# 5E Homebrew Database is not working.



## celerum (Nov 4, 2016)

Hi there,
So the 5E Homebrew database seems to not be working. You can go to the main landing page, but when you click on any of the sublinks it takes you to a page with a blank vbulliten message. I have tried on multiple browsers and devices. Others are also having this issues. I searched the forums and do not see anything pointing this out.

Thanks.


----------



## Morrus (Nov 6, 2016)

Hmm.

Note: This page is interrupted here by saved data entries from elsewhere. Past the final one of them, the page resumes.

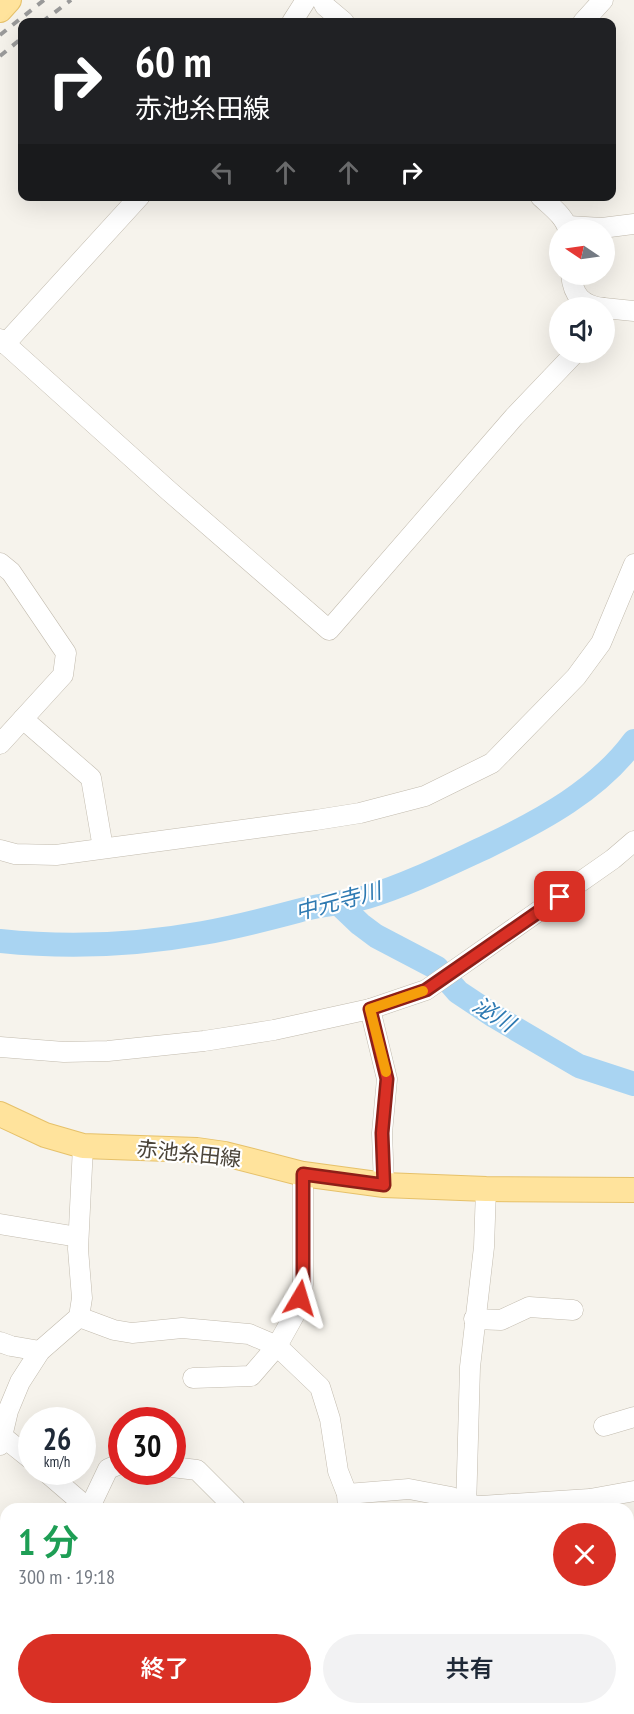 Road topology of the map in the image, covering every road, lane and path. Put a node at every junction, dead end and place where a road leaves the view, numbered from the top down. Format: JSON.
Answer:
{"nodes":[{"id":1,"x":9,"y":0,"type":"edge"},
{"id":2,"x":306,"y":0,"type":"edge"},
{"id":3,"x":322,"y":0,"type":"edge"},
{"id":4,"x":603,"y":0,"type":"edge"},
{"id":5,"x":0,"y":10,"type":"edge"},
{"id":6,"x":295,"y":18,"type":"edge"},
{"id":7,"x":339,"y":18,"type":"edge"},
{"id":8,"x":587,"y":18,"type":"edge"},
{"id":9,"x":135,"y":201,"type":"edge"},
{"id":10,"x":545,"y":201,"type":"edge"},
{"id":11,"x":562,"y":219,"type":"edge"},
{"id":12,"x":634,"y":224,"type":"edge"},
{"id":13,"x":615,"y":226,"type":"edge"},
{"id":14,"x":615,"y":309,"type":"edge"},
{"id":15,"x":634,"y":311,"type":"edge"},
{"id":16,"x":3,"y":341,"type":"edge"},
{"id":17,"x":566,"y":363,"type":"edge"},
{"id":18,"x":0,"y":562,"type":"edge"},
{"id":19,"x":634,"y":564,"type":"edge"},
{"id":20,"x":23,"y":719,"type":"junction"},
{"id":21,"x":0,"y":744,"type":"edge"},
{"id":22,"x":634,"y":841,"type":"edge"},
{"id":23,"x":103,"y":848,"type":"junction"},
{"id":24,"x":0,"y":850,"type":"edge"},
{"id":25,"x":370,"y":1009,"type":"junction"},
{"id":26,"x":0,"y":1047,"type":"edge"},
{"id":27,"x":0,"y":1114,"type":"edge"},
{"id":28,"x":83,"y":1146,"type":"junction"},
{"id":29,"x":303,"y":1174,"type":"junction"},
{"id":30,"x":384,"y":1185,"type":"junction"},
{"id":31,"x":486,"y":1189,"type":"junction"},
{"id":32,"x":634,"y":1190,"type":"edge"},
{"id":33,"x":1,"y":1230,"type":"edge"},
{"id":34,"x":78,"y":1238,"type":"junction"},
{"id":35,"x":573,"y":1310,"type":"dead end"},
{"id":36,"x":79,"y":1317,"type":"junction"},
{"id":37,"x":474,"y":1319,"type":"junction"},
{"id":38,"x":0,"y":1342,"type":"edge"},
{"id":39,"x":277,"y":1346,"type":"junction"},
{"id":40,"x":40,"y":1351,"type":"junction"},
{"id":41,"x":193,"y":1378,"type":"dead end"},
{"id":42,"x":634,"y":1417,"type":"edge"},
{"id":43,"x":604,"y":1426,"type":"dead end"},
{"id":44,"x":1,"y":1441,"type":"edge"},
{"id":45,"x":18,"y":1451,"type":"edge"},
{"id":46,"x":108,"y":1469,"type":"edge"},
{"id":47,"x":186,"y":1469,"type":"edge"},
{"id":48,"x":61,"y":1485,"type":"edge"},
{"id":49,"x":634,"y":1491,"type":"edge"},
{"id":50,"x":348,"y":1502,"type":"edge"},
{"id":51,"x":81,"y":1503,"type":"edge"},
{"id":52,"x":92,"y":1503,"type":"edge"},
{"id":53,"x":230,"y":1503,"type":"edge"},
{"id":54,"x":463,"y":1503,"type":"edge"},
{"id":55,"x":471,"y":1503,"type":"edge"},
{"id":56,"x":538,"y":1503,"type":"edge"}],
"edges":[{"from":1,"to":5,"type":"main road"},
{"from":2,"to":6,"type":"street"},
{"from":3,"to":7,"type":"street"},
{"from":4,"to":8,"type":"street"},
{"from":9,"to":16,"type":"street"},
{"from":10,"to":11,"type":"street"},
{"from":12,"to":13,"type":"street"},
{"from":14,"to":15,"type":"street"},
{"from":16,"to":17,"type":"street"},
{"from":18,"to":20,"type":"street"},
{"from":19,"to":23,"type":"street"},
{"from":20,"to":21,"type":"street"},
{"from":20,"to":23,"type":"street"},
{"from":22,"to":25,"type":"street"},
{"from":23,"to":24,"type":"street"},
{"from":25,"to":26,"type":"street"},
{"from":25,"to":30,"type":"street"},
{"from":27,"to":28,"type":"main road","name":"赤池糸田線"},
{"from":28,"to":29,"type":"main road","name":"赤池糸田線"},
{"from":28,"to":34,"type":"street"},
{"from":29,"to":30,"type":"main road","name":"赤池糸田線"},
{"from":29,"to":39,"type":"street"},
{"from":30,"to":31,"type":"main road","name":"赤池糸田線"},
{"from":31,"to":32,"type":"main road","name":"赤池糸田線"},
{"from":31,"to":37,"type":"street"},
{"from":33,"to":34,"type":"street"},
{"from":34,"to":36,"type":"street"},
{"from":35,"to":37,"type":"street"},
{"from":36,"to":39,"type":"street"},
{"from":36,"to":40,"type":"street"},
{"from":37,"to":55,"type":"street"},
{"from":38,"to":40,"type":"street"},
{"from":39,"to":41,"type":"street"},
{"from":39,"to":50,"type":"street"},
{"from":40,"to":44,"type":"street"},
{"from":42,"to":43,"type":"street"},
{"from":44,"to":45,"type":"street"},
{"from":46,"to":52,"type":"street"},
{"from":47,"to":53,"type":"street"},
{"from":48,"to":51,"type":"street"},
{"from":49,"to":56,"type":"street"},
{"from":50,"to":54,"type":"street"}]} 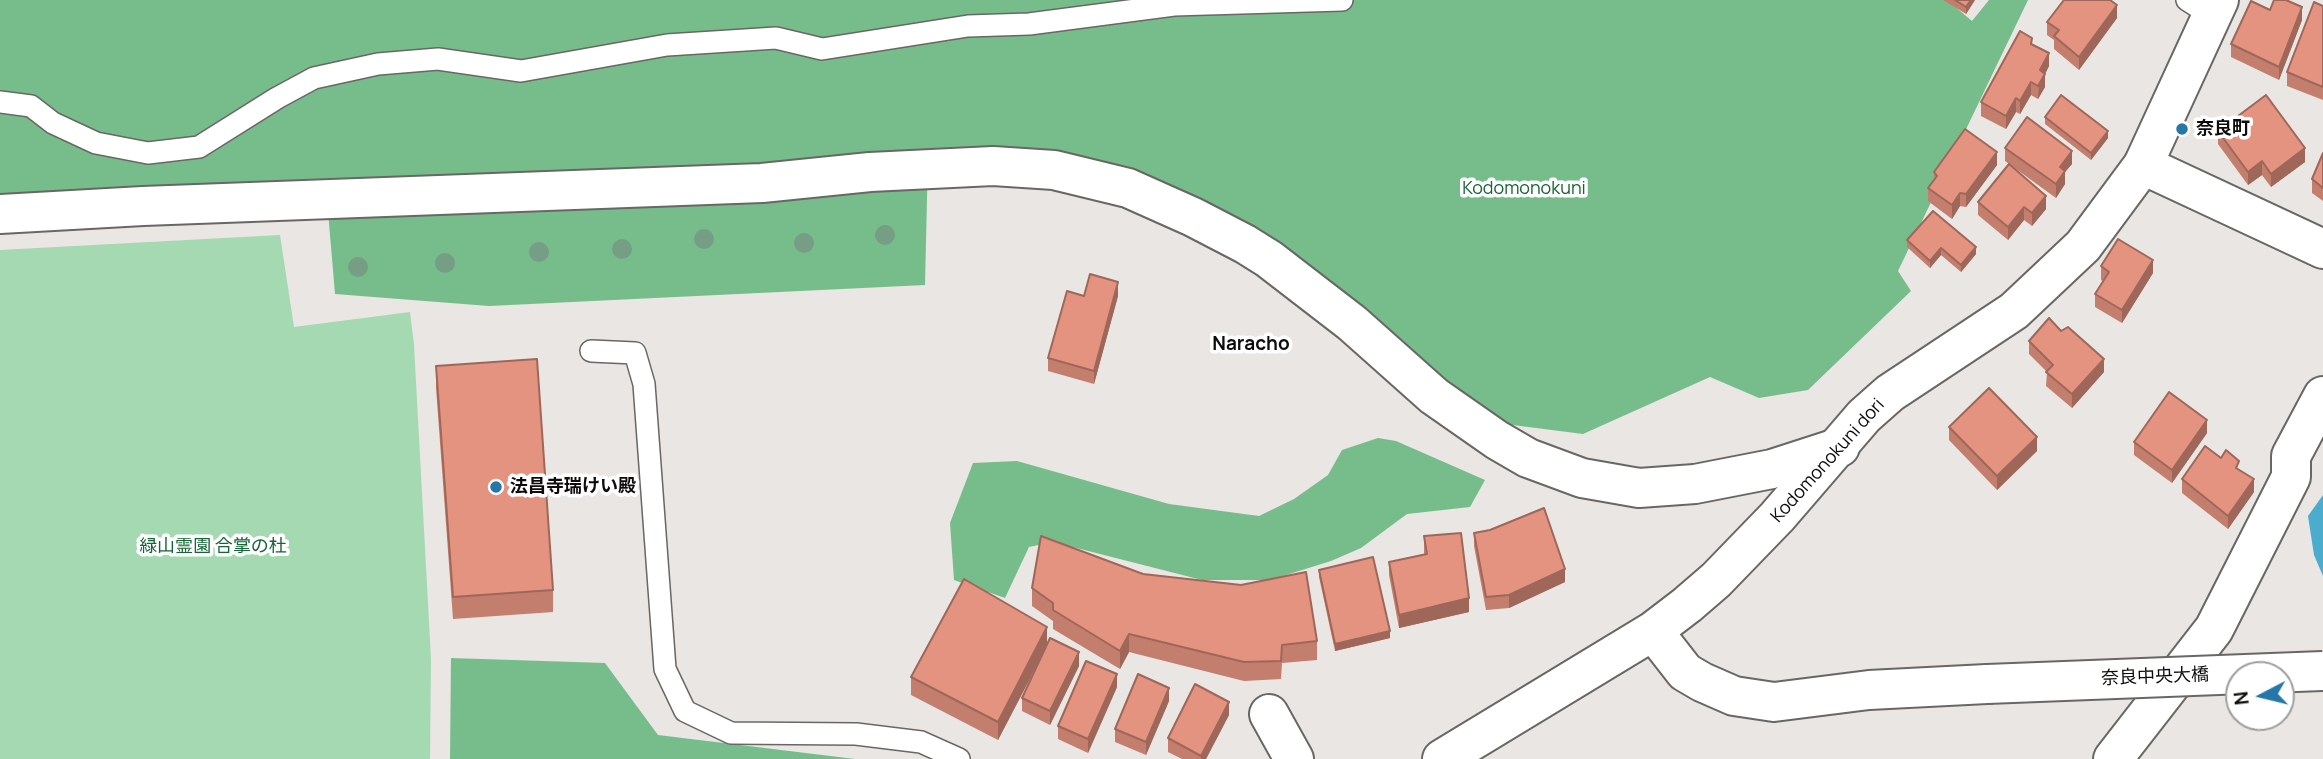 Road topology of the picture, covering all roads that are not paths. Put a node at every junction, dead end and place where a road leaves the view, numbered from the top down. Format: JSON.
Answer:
{"nodes":[{"id":1,"x":1342,"y":0,"type":"edge"},
{"id":2,"x":2206,"y":5,"type":"edge"},
{"id":3,"x":0,"y":103,"type":"edge"},
{"id":4,"x":2143,"y":165,"type":"junction"},
{"id":5,"x":0,"y":214,"type":"edge"},
{"id":6,"x":2323,"y":249,"type":"edge"},
{"id":7,"x":592,"y":351,"type":"dead end"},
{"id":8,"x":2323,"y":396,"type":"edge"},
{"id":9,"x":1840,"y":447,"type":"junction"},
{"id":10,"x":1653,"y":631,"type":"junction"},
{"id":11,"x":2323,"y":671,"type":"edge"},
{"id":12,"x":1269,"y":714,"type":"dead end"},
{"id":13,"x":959,"y":759,"type":"edge"},
{"id":14,"x":1294,"y":759,"type":"edge"},
{"id":15,"x":1442,"y":759,"type":"edge"},
{"id":16,"x":2113,"y":759,"type":"edge"}],
"edges":[{"from":1,"to":3,"type":"lane"},
{"from":2,"to":4,"type":"street","name":"Kodomonokuni dori"},
{"from":4,"to":6,"type":"street"},
{"from":4,"to":9,"type":"street","name":"Kodomonokuni dori"},
{"from":5,"to":9,"type":"street"},
{"from":7,"to":13,"type":"lane"},
{"from":8,"to":16,"type":"street"},
{"from":9,"to":10,"type":"street","name":"Kodomonokuni dori"},
{"from":10,"to":11,"type":"street","name":"奈良中央大橋","bridge":true},
{"from":10,"to":15,"type":"street","name":"Kodomonokuni dori"},
{"from":12,"to":14,"type":"street"}]}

I'll poke around and see what's happened.


----------



## Echomikedelta (Nov 6, 2016)

I am experiencing this issue on most of the databases.


----------



## Echomikedelta (Nov 6, 2016)

Confirmed, the following databases are showing a blank vbulletin message when accessed.

Class Archetypes
Backgrounds
Feats
Monsters
Races
Spells

Please get these fixed.


----------



## Echomikedelta (Nov 7, 2016)

Any word on when this may be fixed?


----------



## Morrus (Nov 7, 2016)

Echomikedelta said:


> Any word on when this may be fixed?




When I figure out what broke it.


----------



## Echomikedelta (Nov 11, 2016)

Any idea what may be causing it?


----------



## Morrus (Nov 11, 2016)

If I had, I'd have fixed it!


----------



## celerum (Dec 12, 2016)

Bump


----------



## JEB (Dec 26, 2016)

Just came back to take a look at the newest stuff after months away and discovered this issue. Hope to see it fixed soon, it would be a real shame if all that material was lost.


----------



## Echomikedelta (Mar 27, 2017)

I think it is lost.


----------



## Kalizaar (Dec 4, 2017)

Good news: I found this post instead of starting another one.

Bad news: Still no database links


----------



## JEB (Dec 5, 2017)

The Internet Archive has a partial copy of the database, FWIW: http://web.archive.org/web/20160430...g/forum/content.php?1883-Fan-Content-Database


----------



## Morrus (Dec 6, 2017)

It's off-the-shelf software, and the developer has closed up shop. They used to provide support, but they don't any more.

The product is called VB Dynamics:

http://www.vbadvanced.com

You are more than welcome to see if you can persuade the developer to help out, but the last time he posted on his own site was back in 2016!


----------



## guilhermequintella (Dec 17, 2017)

Is the database still offline?


----------